BRIEF: The records that follow should be returned exactly, pictures excluded.

====================

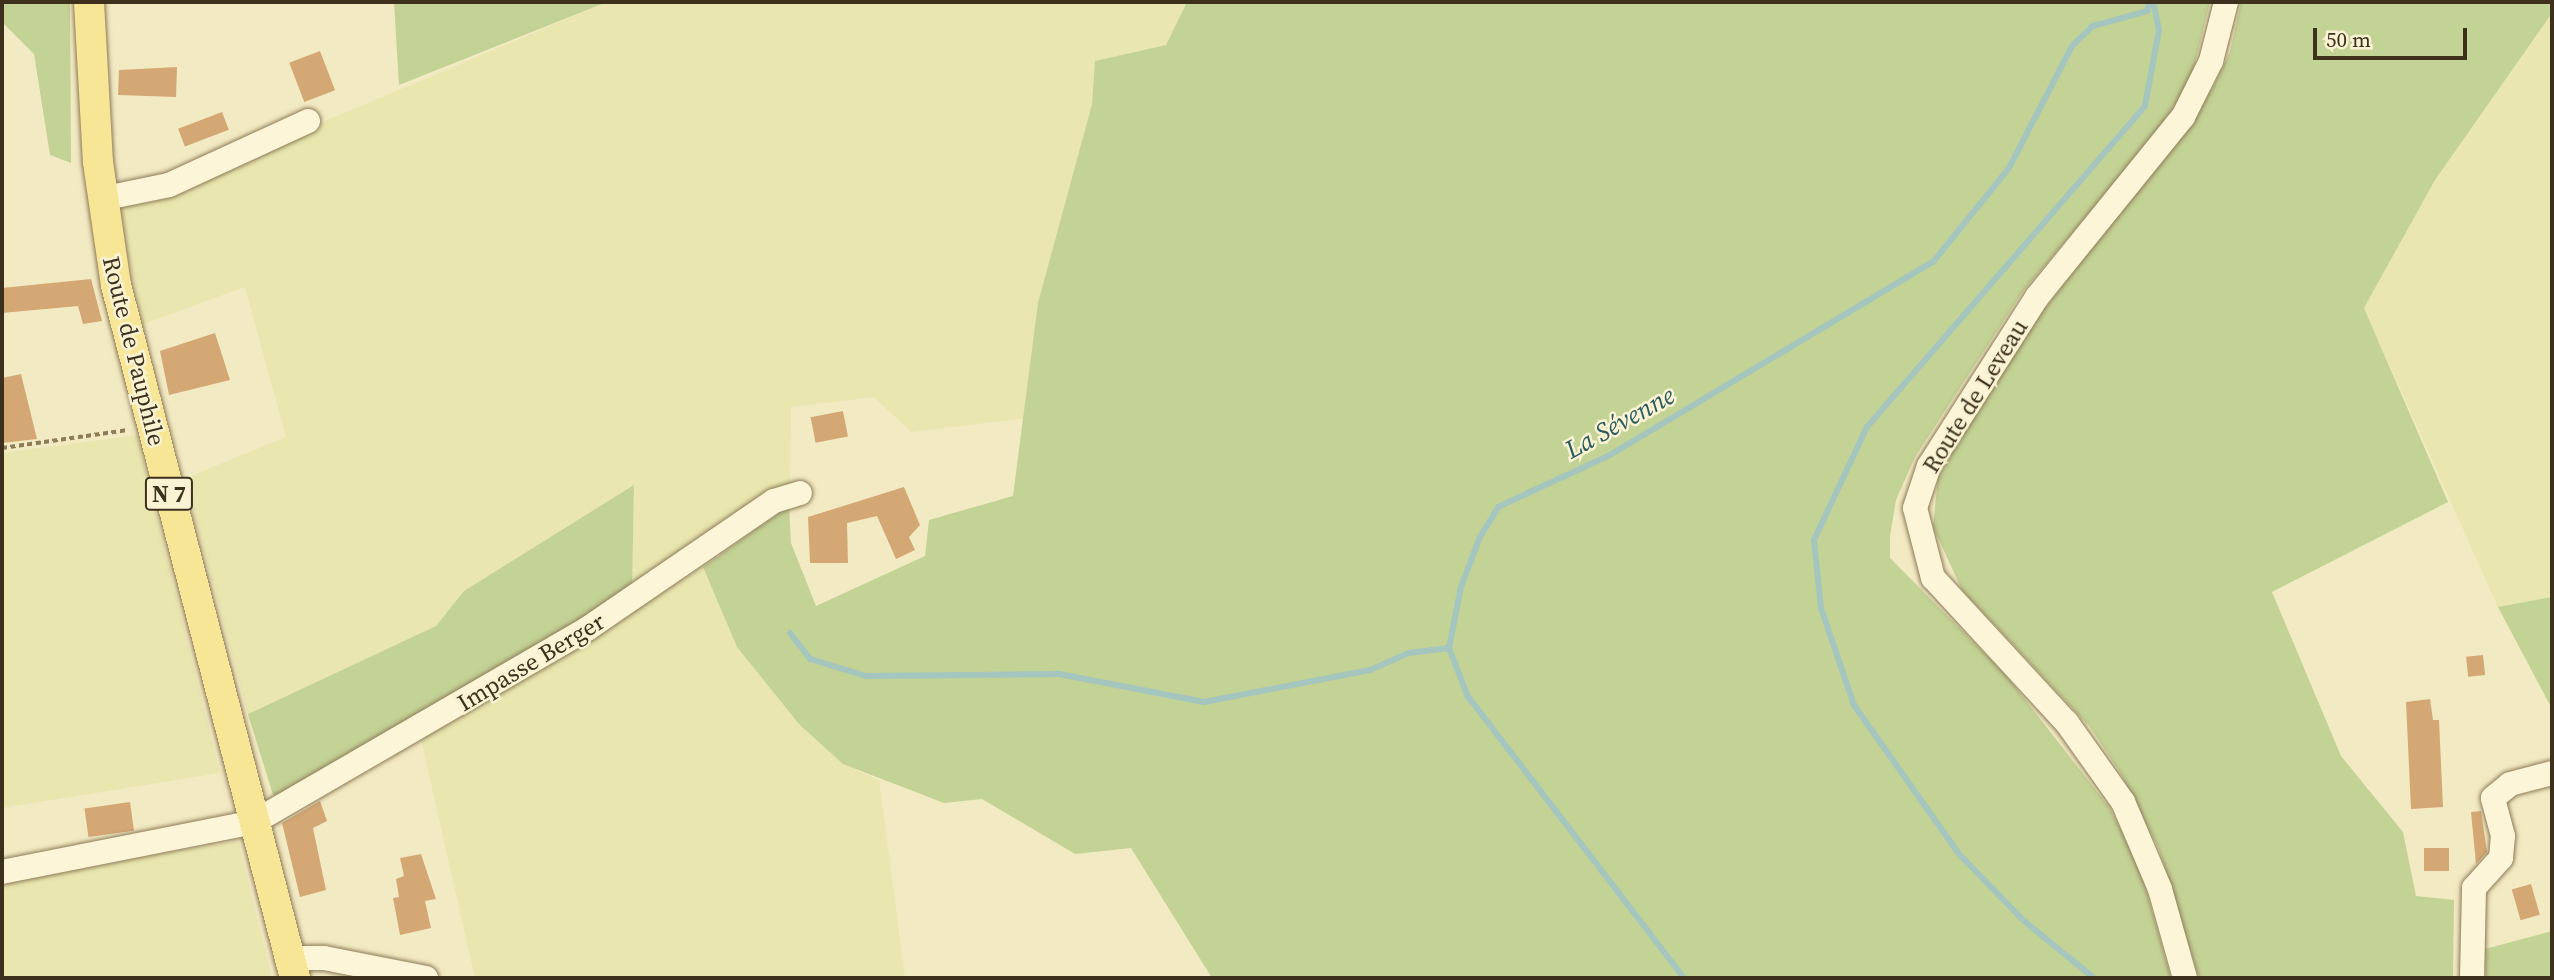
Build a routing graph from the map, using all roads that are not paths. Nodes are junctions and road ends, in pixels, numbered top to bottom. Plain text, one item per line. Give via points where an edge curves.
1 (89, 2) edge
2 (2226, 2) edge
3 (308, 121) dead end
4 (101, 199) junction
5 (800, 493) dead end
6 (2552, 773) edge
7 (254, 822) junction
8 (2, 872) edge
9 (293, 968) edge
10 (426, 978) edge
11 (2185, 978) edge
12 (2472, 978) edge

1 - 4 main road, Route de Pauphile / N 7
2 - 11 street, Route de Leveau via 2211,61 2183,117 2037,298 1928,466 1915,508 1933,578 2067,723 2123,802 2160,889
3 - 4 street via 169,185
4 - 7 main road, Route de Pauphile / N 7 via 151,424
5 - 7 street, Impasse Berger via 774,501 610,615
6 - 12 street via 2510,784 2493,798 2503,836 2501,858 2474,888
7 - 8 street, Impasse Berger
7 - 9 main road, Route de Pauphile / N 7
9 - 10 street via 324,958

====================

TASK ANSWER:
Build a routing graph from the map, using all roads that are not paths. Nodes are junctions and road ends, in pixels, numbered top to bottom. Plain text, one item per line. Give via points where an edge curves.
1 (89, 2) edge
2 (2226, 2) edge
3 (308, 121) dead end
4 (101, 199) junction
5 (800, 493) dead end
6 (2552, 773) edge
7 (254, 822) junction
8 (2, 872) edge
9 (293, 968) edge
10 (426, 978) edge
11 (2185, 978) edge
12 (2472, 978) edge

1 - 4 main road, Route de Pauphile / N 7
2 - 11 street, Route de Leveau via 2211,61 2183,117 2037,298 1928,466 1915,508 1933,578 2067,723 2123,802 2160,889
3 - 4 street via 169,185
4 - 7 main road, Route de Pauphile / N 7 via 151,424
5 - 7 street, Impasse Berger via 774,501 610,615
6 - 12 street via 2510,784 2493,798 2503,836 2501,858 2474,888
7 - 8 street, Impasse Berger
7 - 9 main road, Route de Pauphile / N 7
9 - 10 street via 324,958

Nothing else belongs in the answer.